- **RECORD SET**

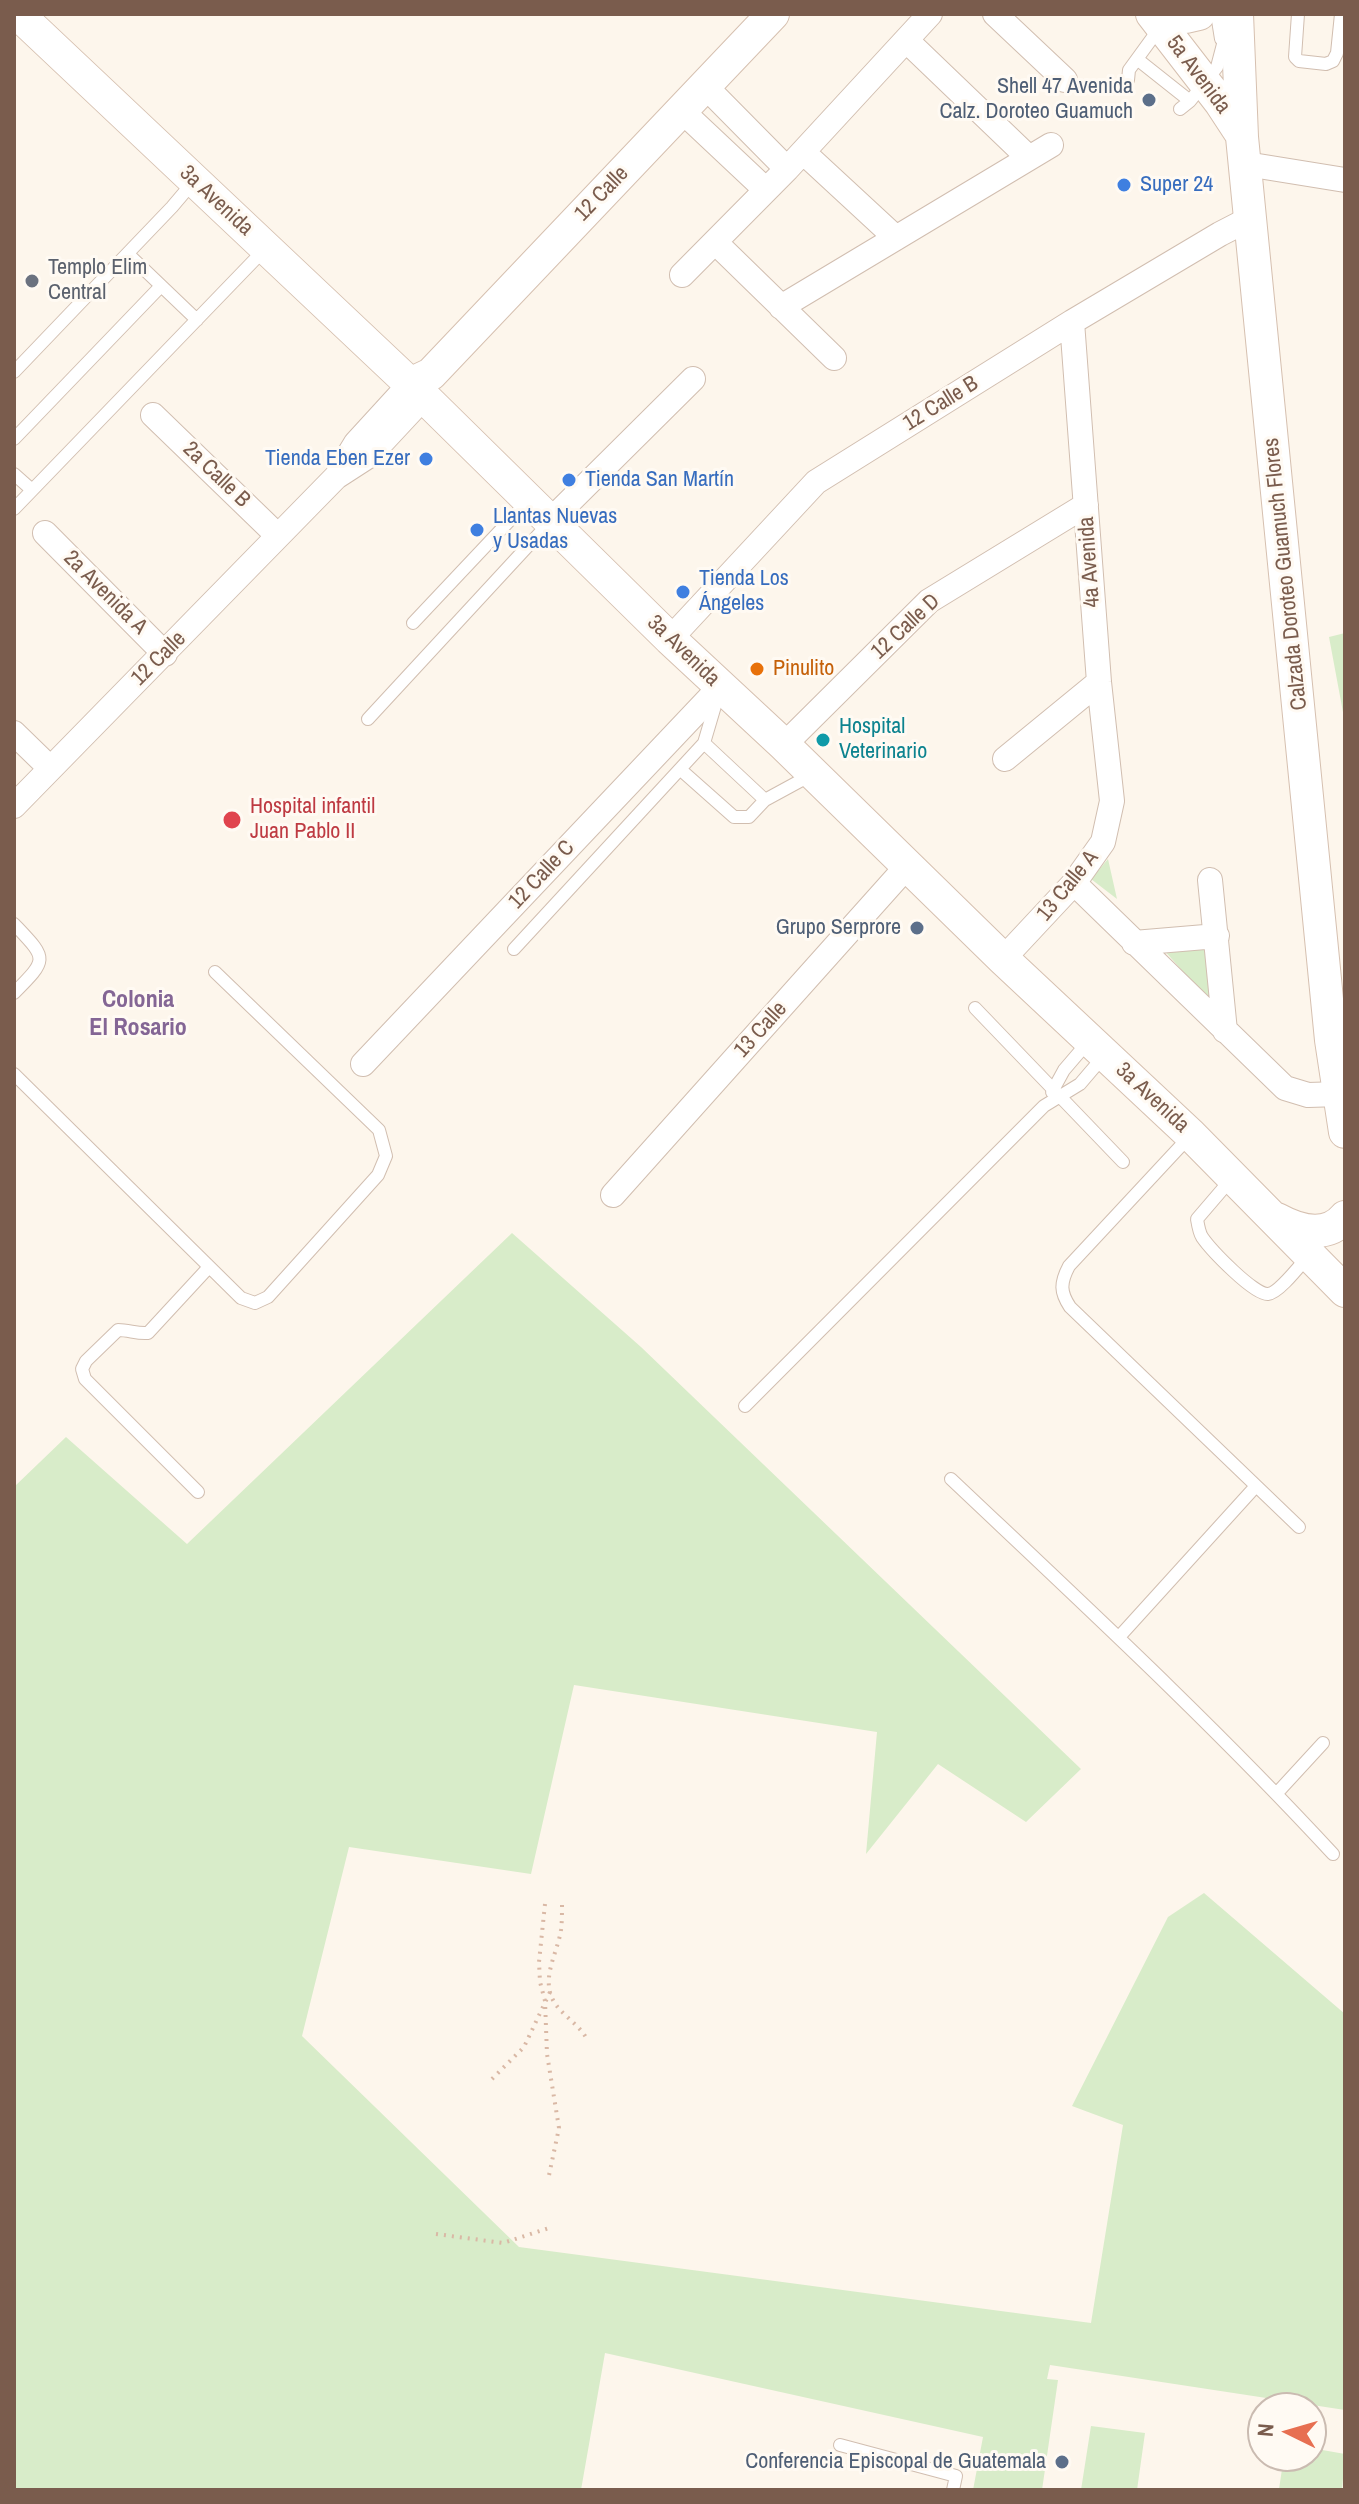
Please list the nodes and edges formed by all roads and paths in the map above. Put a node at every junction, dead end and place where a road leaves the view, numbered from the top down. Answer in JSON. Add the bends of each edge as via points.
{"nodes":[{"id":1,"x":18,"y":14,"type":"edge"},
{"id":2,"x":930,"y":14,"type":"edge"},
{"id":3,"x":995,"y":14,"type":"edge"},
{"id":4,"x":1199,"y":14,"type":"edge"},
{"id":5,"x":1217,"y":14,"type":"edge"},
{"id":6,"x":1234,"y":14,"type":"edge"},
{"id":7,"x":1298,"y":14,"type":"edge"},
{"id":8,"x":1341,"y":14,"type":"edge"},
{"id":9,"x":769,"y":15,"type":"edge"},
{"id":10,"x":1161,"y":18,"type":"edge"},
{"id":11,"x":906,"y":40,"type":"junction"},
{"id":12,"x":1222,"y":46,"type":"junction"},
{"id":13,"x":1137,"y":59,"type":"junction"},
{"id":14,"x":1065,"y":80,"type":"dead end"},
{"id":15,"x":1128,"y":80,"type":"dead end"},
{"id":16,"x":705,"y":86,"type":"junction"},
{"id":17,"x":1192,"y":98,"type":"junction"},
{"id":18,"x":682,"y":111,"type":"junction"},
{"id":19,"x":752,"y":133,"type":"junction"},
{"id":20,"x":1051,"y":145,"type":"dead end"},
{"id":21,"x":1244,"y":150,"type":"junction"},
{"id":22,"x":729,"y":155,"type":"junction"},
{"id":23,"x":1029,"y":158,"type":"junction"},
{"id":24,"x":795,"y":160,"type":"junction"},
{"id":25,"x":1345,"y":180,"type":"edge"},
{"id":26,"x":194,"y":181,"type":"junction"},
{"id":27,"x":766,"y":190,"type":"junction"},
{"id":28,"x":1251,"y":218,"type":"junction"},
{"id":29,"x":896,"y":238,"type":"junction"},
{"id":30,"x":715,"y":242,"type":"junction"},
{"id":31,"x":266,"y":248,"type":"junction"},
{"id":32,"x":128,"y":254,"type":"junction"},
{"id":33,"x":682,"y":275,"type":"dead end"},
{"id":34,"x":161,"y":286,"type":"junction"},
{"id":35,"x":781,"y":307,"type":"junction"},
{"id":36,"x":197,"y":320,"type":"junction"},
{"id":37,"x":1072,"y":322,"type":"junction"},
{"id":38,"x":834,"y":358,"type":"dead end"},
{"id":39,"x":14,"y":372,"type":"edge"},
{"id":40,"x":693,"y":379,"type":"dead end"},
{"id":41,"x":422,"y":385,"type":"junction"},
{"id":42,"x":153,"y":415,"type":"dead end"},
{"id":43,"x":14,"y":439,"type":"edge"},
{"id":44,"x":14,"y":474,"type":"edge"},
{"id":45,"x":32,"y":490,"type":"junction"},
{"id":46,"x":1086,"y":505,"type":"junction"},
{"id":47,"x":14,"y":509,"type":"edge"},
{"id":48,"x":540,"y":510,"type":"junction"},
{"id":49,"x":45,"y":533,"type":"dead end"},
{"id":50,"x":278,"y":536,"type":"junction"},
{"id":51,"x":413,"y":623,"type":"dead end"},
{"id":52,"x":670,"y":639,"type":"junction"},
{"id":53,"x":165,"y":654,"type":"junction"},
{"id":54,"x":1099,"y":682,"type":"junction"},
{"id":55,"x":721,"y":686,"type":"junction"},
{"id":56,"x":368,"y":719,"type":"dead end"},
{"id":57,"x":14,"y":733,"type":"edge"},
{"id":58,"x":704,"y":743,"type":"junction"},
{"id":59,"x":784,"y":745,"type":"junction"},
{"id":60,"x":1005,"y":759,"type":"dead end"},
{"id":61,"x":50,"y":768,"type":"junction"},
{"id":62,"x":681,"y":770,"type":"junction"},
{"id":63,"x":814,"y":773,"type":"junction"},
{"id":64,"x":765,"y":800,"type":"junction"},
{"id":65,"x":1112,"y":801,"type":"joint"},
{"id":66,"x":14,"y":806,"type":"edge"},
{"id":67,"x":909,"y":864,"type":"junction"},
{"id":68,"x":1210,"y":880,"type":"dead end"},
{"id":69,"x":1074,"y":883,"type":"junction"},
{"id":70,"x":14,"y":924,"type":"edge"},
{"id":71,"x":1217,"y":936,"type":"junction"},
{"id":72,"x":1134,"y":943,"type":"junction"},
{"id":73,"x":514,"y":949,"type":"dead end"},
{"id":74,"x":1003,"y":959,"type":"junction"},
{"id":75,"x":215,"y":972,"type":"dead end"},
{"id":76,"x":14,"y":993,"type":"edge"},
{"id":77,"x":975,"y":1008,"type":"dead end"},
{"id":78,"x":1225,"y":1031,"type":"junction"},
{"id":79,"x":1098,"y":1047,"type":"junction"},
{"id":80,"x":363,"y":1064,"type":"dead end"},
{"id":81,"x":14,"y":1074,"type":"edge"},
{"id":82,"x":1057,"y":1092,"type":"junction"},
{"id":83,"x":1340,"y":1094,"type":"junction"},
{"id":84,"x":1345,"y":1132,"type":"edge"},
{"id":85,"x":1191,"y":1135,"type":"junction"},
{"id":86,"x":1123,"y":1162,"type":"dead end"},
{"id":87,"x":1233,"y":1177,"type":"junction"},
{"id":88,"x":613,"y":1195,"type":"dead end"},
{"id":89,"x":1271,"y":1216,"type":"junction"},
{"id":90,"x":1345,"y":1217,"type":"edge"},
{"id":91,"x":1309,"y":1255,"type":"junction"},
{"id":92,"x":209,"y":1267,"type":"junction"},
{"id":93,"x":1345,"y":1291,"type":"edge"},
{"id":94,"x":745,"y":1406,"type":"dead end"},
{"id":95,"x":951,"y":1479,"type":"dead end"},
{"id":96,"x":1256,"y":1486,"type":"junction"},
{"id":97,"x":198,"y":1492,"type":"dead end"},
{"id":98,"x":1299,"y":1527,"type":"dead end"},
{"id":99,"x":1119,"y":1637,"type":"junction"},
{"id":100,"x":1323,"y":1743,"type":"dead end"},
{"id":101,"x":1277,"y":1793,"type":"junction"},
{"id":102,"x":1333,"y":1854,"type":"dead end"},
{"id":103,"x":545,"y":1904,"type":"dead end"},
{"id":104,"x":562,"y":1905,"type":"dead end"},
{"id":105,"x":550,"y":1992,"type":"junction"},
{"id":106,"x":545,"y":2001,"type":"junction"},
{"id":107,"x":588,"y":2041,"type":"dead end"},
{"id":108,"x":492,"y":2079,"type":"dead end"},
{"id":109,"x":548,"y":2180,"type":"dead end"},
{"id":110,"x":549,"y":2228,"type":"dead end"},
{"id":111,"x":436,"y":2234,"type":"dead end"},
{"id":112,"x":840,"y":2445,"type":"dead end"},
{"id":113,"x":953,"y":2490,"type":"edge"}],
"edges":[{"from":1,"to":26,"type":"main road","name":"3a Avenida"},
{"from":2,"to":11,"type":"street"},
{"from":3,"to":14,"type":"street"},
{"from":4,"to":10,"type":"main road"},
{"from":5,"to":12,"type":"lane"},
{"from":6,"to":12,"type":"lane"},
{"from":6,"to":21,"type":"main road","name":"Calzada Doroteo Guamuch Flores"},
{"from":7,"to":8,"type":"lane","via":[[1295,57],[1326,64],[1337,53]]},
{"from":9,"to":16,"type":"main road","name":"12 Calle"},
{"from":10,"to":13,"type":"lane"},
{"from":10,"to":17,"type":"main road","name":"5a Avenida"},
{"from":11,"to":23,"type":"street"},
{"from":11,"to":24,"type":"street"},
{"from":12,"to":17,"type":"lane","via":[[1217,67]]},
{"from":13,"to":15,"type":"lane"},
{"from":13,"to":17,"type":"lane"},
{"from":16,"to":18,"type":"main road","name":"12 Calle"},
{"from":16,"to":19,"type":"street"},
{"from":17,"to":21,"type":"main road","name":"5a Avenida"},
{"from":18,"to":22,"type":"street"},
{"from":18,"to":41,"type":"main road","name":"12 Calle"},
{"from":19,"to":22,"type":"street"},
{"from":19,"to":24,"type":"street"},
{"from":20,"to":23,"type":"street"},
{"from":21,"to":25,"type":"street"},
{"from":21,"to":28,"type":"main road","name":"Calzada Doroteo Guamuch Flores"},
{"from":22,"to":27,"type":"street"},
{"from":23,"to":29,"type":"street"},
{"from":24,"to":27,"type":"street"},
{"from":24,"to":29,"type":"street"},
{"from":26,"to":31,"type":"main road","name":"3a Avenida"},
{"from":26,"to":32,"type":"lane"},
{"from":27,"to":30,"type":"street"},
{"from":28,"to":37,"type":"street","name":"12 Calle B"},
{"from":28,"to":83,"type":"main road","name":"Calzada Doroteo Guamuch Flores"},
{"from":29,"to":35,"type":"street"},
{"from":30,"to":33,"type":"street"},
{"from":30,"to":35,"type":"street"},
{"from":31,"to":36,"type":"lane"},
{"from":31,"to":41,"type":"main road","name":"3a Avenida"},
{"from":32,"to":34,"type":"lane"},
{"from":32,"to":39,"type":"lane"},
{"from":34,"to":36,"type":"lane"},
{"from":34,"to":43,"type":"lane"},
{"from":35,"to":38,"type":"street"},
{"from":36,"to":45,"type":"lane"},
{"from":37,"to":46,"type":"street","name":"4a Avenida"},
{"from":37,"to":52,"type":"street","name":"12 Calle B","via":[[816,482]]},
{"from":40,"to":48,"type":"street"},
{"from":41,"to":48,"type":"main road","name":"3a Avenida"},
{"from":41,"to":50,"type":"street","name":"12 Calle","via":[[356,443],[336,477]]},
{"from":42,"to":50,"type":"street","name":"2a Calle B"},
{"from":44,"to":45,"type":"lane"},
{"from":45,"to":47,"type":"lane"},
{"from":46,"to":54,"type":"street","name":"4a Avenida"},
{"from":46,"to":59,"type":"street","name":"12 Calle D","via":[[929,601]]},
{"from":48,"to":51,"type":"lane"},
{"from":48,"to":52,"type":"main road","name":"3a Avenida"},
{"from":48,"to":56,"type":"lane"},
{"from":49,"to":53,"type":"street","name":"2a Avenida A"},
{"from":50,"to":53,"type":"street","name":"12 Calle"},
{"from":52,"to":55,"type":"main road","name":"3a Avenida"},
{"from":53,"to":61,"type":"street","name":"12 Calle"},
{"from":54,"to":60,"type":"street"},
{"from":54,"to":65,"type":"street","name":"4a Avenida"},
{"from":55,"to":58,"type":"lane"},
{"from":55,"to":59,"type":"main road","name":"3a Avenida"},
{"from":55,"to":80,"type":"street","name":"12 Calle C"},
{"from":57,"to":61,"type":"street"},
{"from":58,"to":62,"type":"lane"},
{"from":58,"to":64,"type":"lane"},
{"from":59,"to":63,"type":"main road","name":"3a Avenida"},
{"from":61,"to":66,"type":"street","name":"12 Calle"},
{"from":62,"to":64,"type":"lane","via":[[734,817],[749,817]]},
{"from":62,"to":73,"type":"lane"},
{"from":63,"to":64,"type":"lane"},
{"from":63,"to":67,"type":"main road","name":"3a Avenida"},
{"from":65,"to":69,"type":"street","name":"13 Calle A","via":[[1103,842]]},
{"from":67,"to":74,"type":"main road","name":"3a Avenida"},
{"from":67,"to":88,"type":"street","name":"13 Calle"},
{"from":68,"to":71,"type":"street"},
{"from":69,"to":72,"type":"street"},
{"from":69,"to":74,"type":"street","name":"13 Calle A"},
{"from":70,"to":76,"type":"lane","via":[[40,951],[41,961]]},
{"from":71,"to":72,"type":"street"},
{"from":71,"to":78,"type":"street"},
{"from":72,"to":78,"type":"street"},
{"from":74,"to":79,"type":"main road","name":"3a Avenida"},
{"from":75,"to":92,"type":"lane","via":[[379,1130],[386,1156],[378,1175],[268,1297],[255,1303],[241,1298]]},
{"from":77,"to":82,"type":"lane"},
{"from":78,"to":83,"type":"street","via":[[1285,1088],[1308,1095]]},
{"from":79,"to":82,"type":"lane","via":[[1064,1070]]},
{"from":79,"to":82,"type":"lane","via":[[1080,1084]]},
{"from":79,"to":85,"type":"main road","name":"3a Avenida"},
{"from":81,"to":92,"type":"lane"},
{"from":82,"to":86,"type":"lane"},
{"from":82,"to":94,"type":"lane"},
{"from":83,"to":84,"type":"main road","name":"Calzada Doroteo Guamuch Flores"},
{"from":85,"to":87,"type":"main road","name":"3a Avenida"},
{"from":85,"to":96,"type":"lane","via":[[1069,1266],[1061,1281],[1062,1295]]},
{"from":87,"to":89,"type":"main road","name":"3a Avenida"},
{"from":87,"to":91,"type":"lane","via":[[1197,1219],[1200,1235],[1224,1260],[1266,1295]]},
{"from":89,"to":90,"type":"main road","via":[[1313,1231],[1332,1228]]},
{"from":89,"to":91,"type":"main road","name":"3a Avenida"},
{"from":91,"to":93,"type":"main road","name":"3a Avenida"},
{"from":92,"to":97,"type":"lane","via":[[148,1333],[118,1330],[82,1369],[85,1379]]},
{"from":95,"to":99,"type":"lane"},
{"from":96,"to":98,"type":"lane"},
{"from":96,"to":99,"type":"lane"},
{"from":99,"to":101,"type":"lane"},
{"from":100,"to":101,"type":"lane"},
{"from":101,"to":102,"type":"lane"},
{"from":103,"to":106,"type":"path","via":[[539,1962]]},
{"from":104,"to":105,"type":"path"},
{"from":105,"to":106,"type":"path"},
{"from":105,"to":107,"type":"path"},
{"from":106,"to":108,"type":"path","via":[[524,2047]]},
{"from":106,"to":109,"type":"path","via":[[559,2128]]},
{"from":110,"to":111,"type":"path","via":[[503,2243]]},
{"from":112,"to":113,"type":"lane","via":[[956,2476]]}]}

- **TASK REQUIREMENTS**
Count the lines of the listing above that include the word "Flores" and state the total with nothing else.

- **TASK OUTPUT**
4